▸ **THE TASK**: Your job is to return every line of the listing holding the string "Sebastião".

▸ **DATA FOR PROCESSING**:
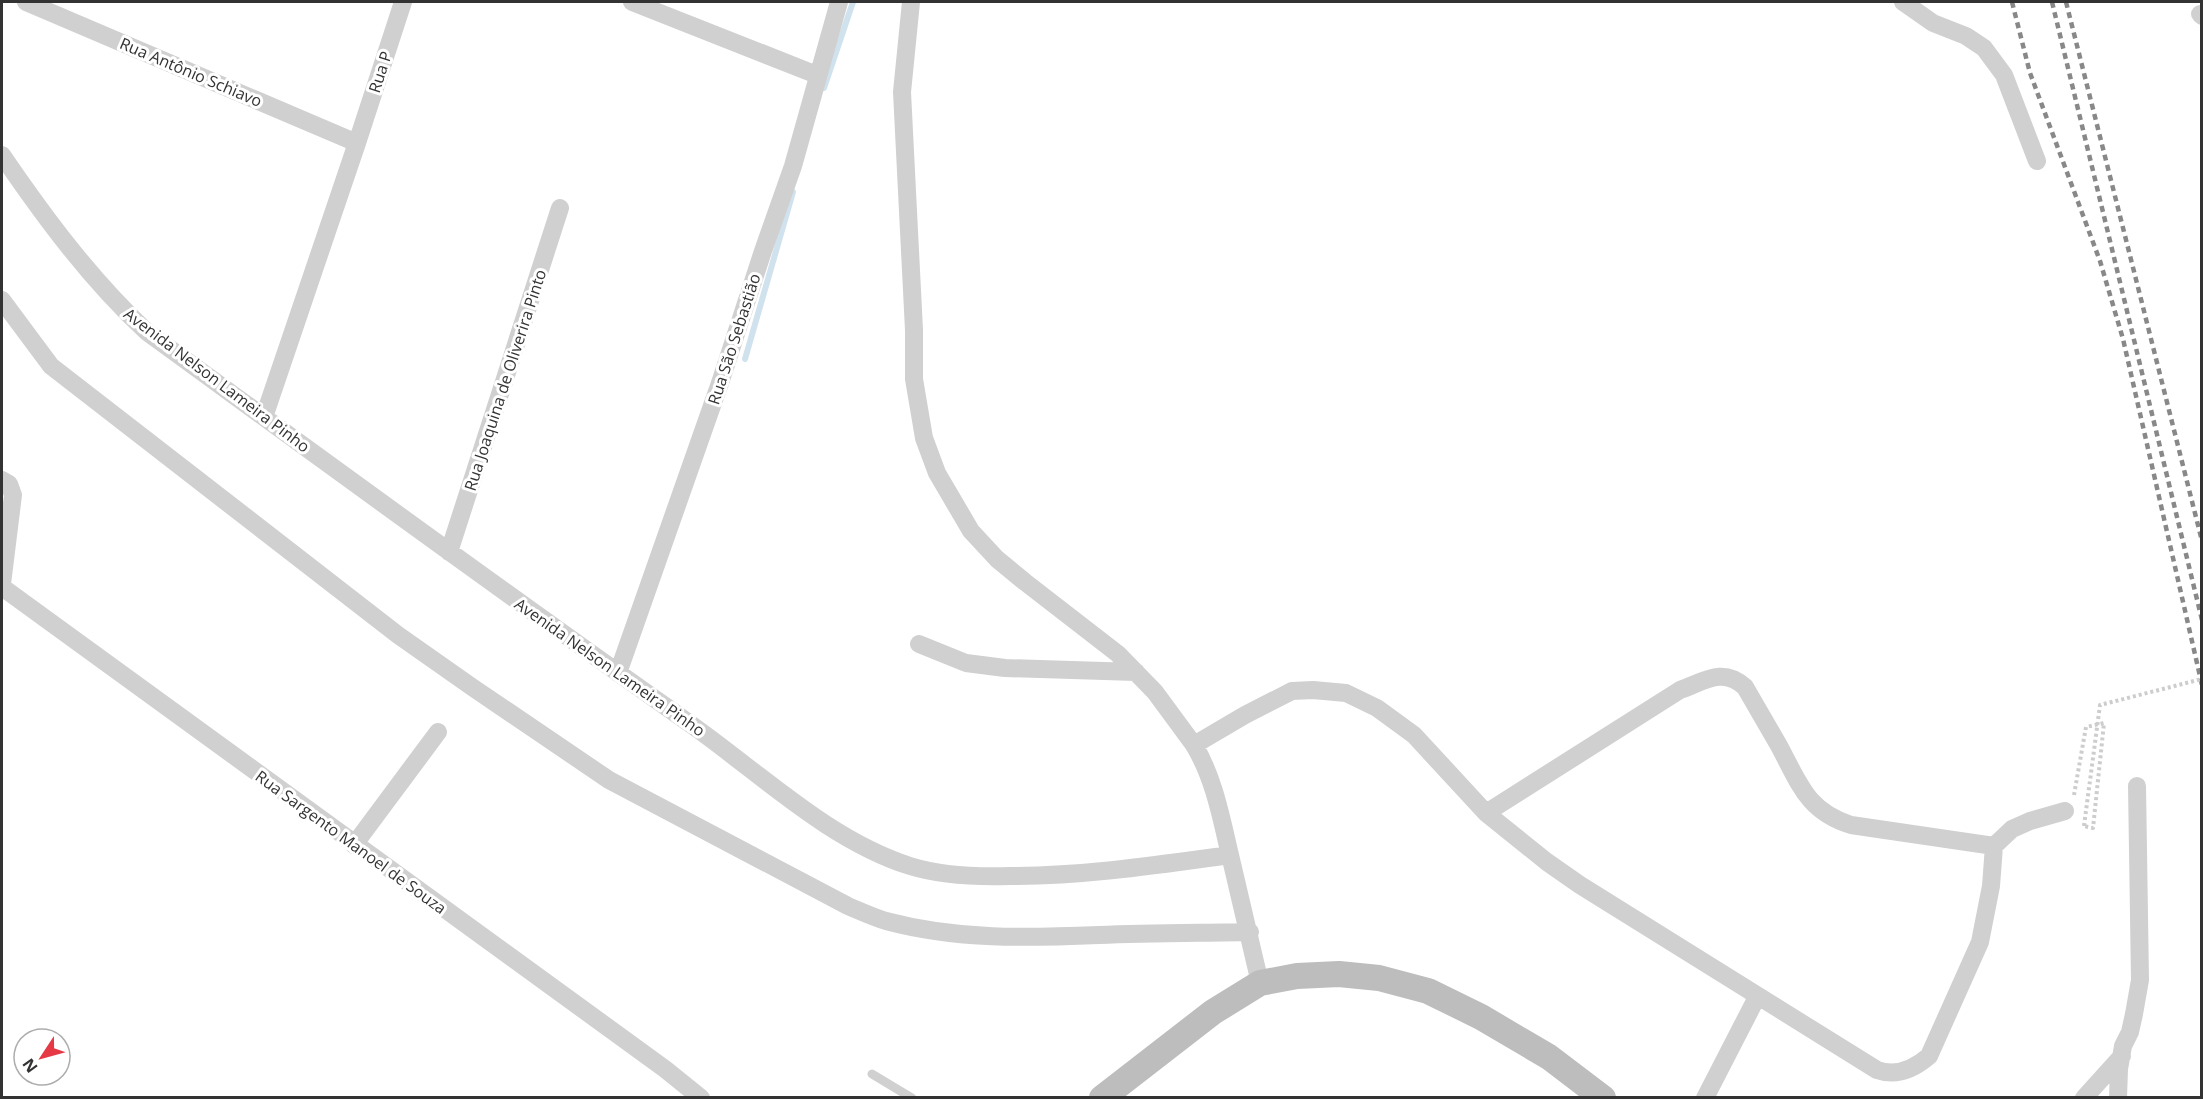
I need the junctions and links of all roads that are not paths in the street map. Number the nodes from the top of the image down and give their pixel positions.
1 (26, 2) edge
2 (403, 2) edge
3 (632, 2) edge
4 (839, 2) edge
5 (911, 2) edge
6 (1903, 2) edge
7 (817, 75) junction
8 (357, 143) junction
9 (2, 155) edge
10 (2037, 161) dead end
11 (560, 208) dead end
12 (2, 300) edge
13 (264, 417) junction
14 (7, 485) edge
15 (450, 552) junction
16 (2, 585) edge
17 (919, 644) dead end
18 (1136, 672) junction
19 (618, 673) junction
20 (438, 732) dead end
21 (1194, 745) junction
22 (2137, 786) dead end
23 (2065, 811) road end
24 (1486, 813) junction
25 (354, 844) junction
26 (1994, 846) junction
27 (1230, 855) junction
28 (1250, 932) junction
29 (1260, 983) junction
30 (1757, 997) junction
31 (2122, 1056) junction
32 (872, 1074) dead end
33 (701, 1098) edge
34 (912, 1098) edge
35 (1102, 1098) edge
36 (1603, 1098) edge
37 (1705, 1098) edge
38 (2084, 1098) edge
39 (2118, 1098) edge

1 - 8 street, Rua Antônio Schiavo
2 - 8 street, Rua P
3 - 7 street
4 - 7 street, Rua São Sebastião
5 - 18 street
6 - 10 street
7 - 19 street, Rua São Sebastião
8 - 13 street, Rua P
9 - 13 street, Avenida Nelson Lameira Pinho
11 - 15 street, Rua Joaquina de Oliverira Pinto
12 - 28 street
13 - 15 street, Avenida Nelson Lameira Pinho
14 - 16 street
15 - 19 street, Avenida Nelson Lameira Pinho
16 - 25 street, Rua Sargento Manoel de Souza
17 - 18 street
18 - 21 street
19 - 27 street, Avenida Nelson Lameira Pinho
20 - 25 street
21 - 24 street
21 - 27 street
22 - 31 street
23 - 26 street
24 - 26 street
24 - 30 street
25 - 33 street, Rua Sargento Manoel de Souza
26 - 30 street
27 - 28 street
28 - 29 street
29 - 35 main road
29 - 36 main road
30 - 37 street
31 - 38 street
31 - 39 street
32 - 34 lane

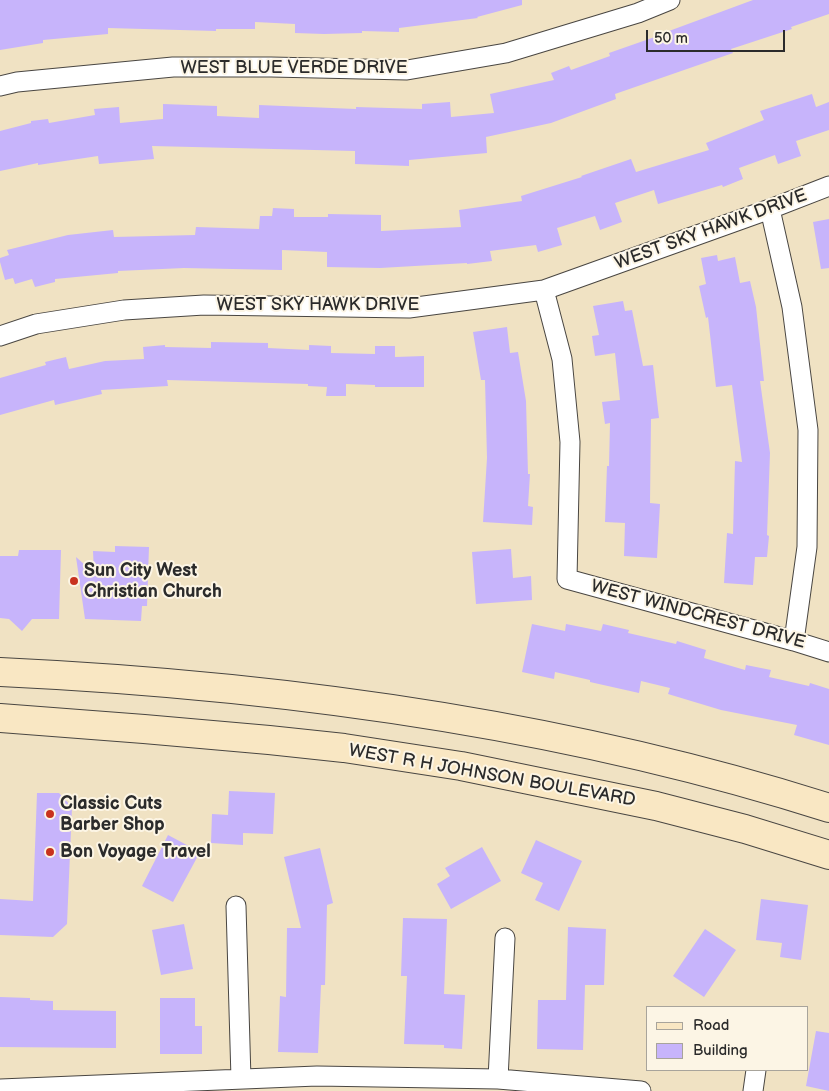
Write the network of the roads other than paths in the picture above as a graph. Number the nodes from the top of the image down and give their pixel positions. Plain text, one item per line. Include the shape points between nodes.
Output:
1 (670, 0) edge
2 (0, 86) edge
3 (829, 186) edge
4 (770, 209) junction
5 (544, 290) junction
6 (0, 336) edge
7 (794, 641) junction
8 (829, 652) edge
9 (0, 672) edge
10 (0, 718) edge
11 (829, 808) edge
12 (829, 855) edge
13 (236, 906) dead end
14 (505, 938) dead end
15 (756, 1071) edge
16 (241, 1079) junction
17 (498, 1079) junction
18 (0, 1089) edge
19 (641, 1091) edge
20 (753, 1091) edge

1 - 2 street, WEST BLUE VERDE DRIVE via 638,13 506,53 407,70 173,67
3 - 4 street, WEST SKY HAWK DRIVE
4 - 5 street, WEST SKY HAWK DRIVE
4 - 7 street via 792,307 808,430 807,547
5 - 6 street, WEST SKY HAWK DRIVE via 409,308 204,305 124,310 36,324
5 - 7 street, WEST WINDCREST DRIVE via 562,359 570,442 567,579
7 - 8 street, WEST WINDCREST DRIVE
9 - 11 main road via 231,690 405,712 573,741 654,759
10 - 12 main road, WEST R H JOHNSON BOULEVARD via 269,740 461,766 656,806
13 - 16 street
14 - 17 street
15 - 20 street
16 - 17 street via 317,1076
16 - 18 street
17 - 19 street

▸ **ANSWER SECTION**:
4 - 7 street, Rua São Sebastião
7 - 19 street, Rua São Sebastião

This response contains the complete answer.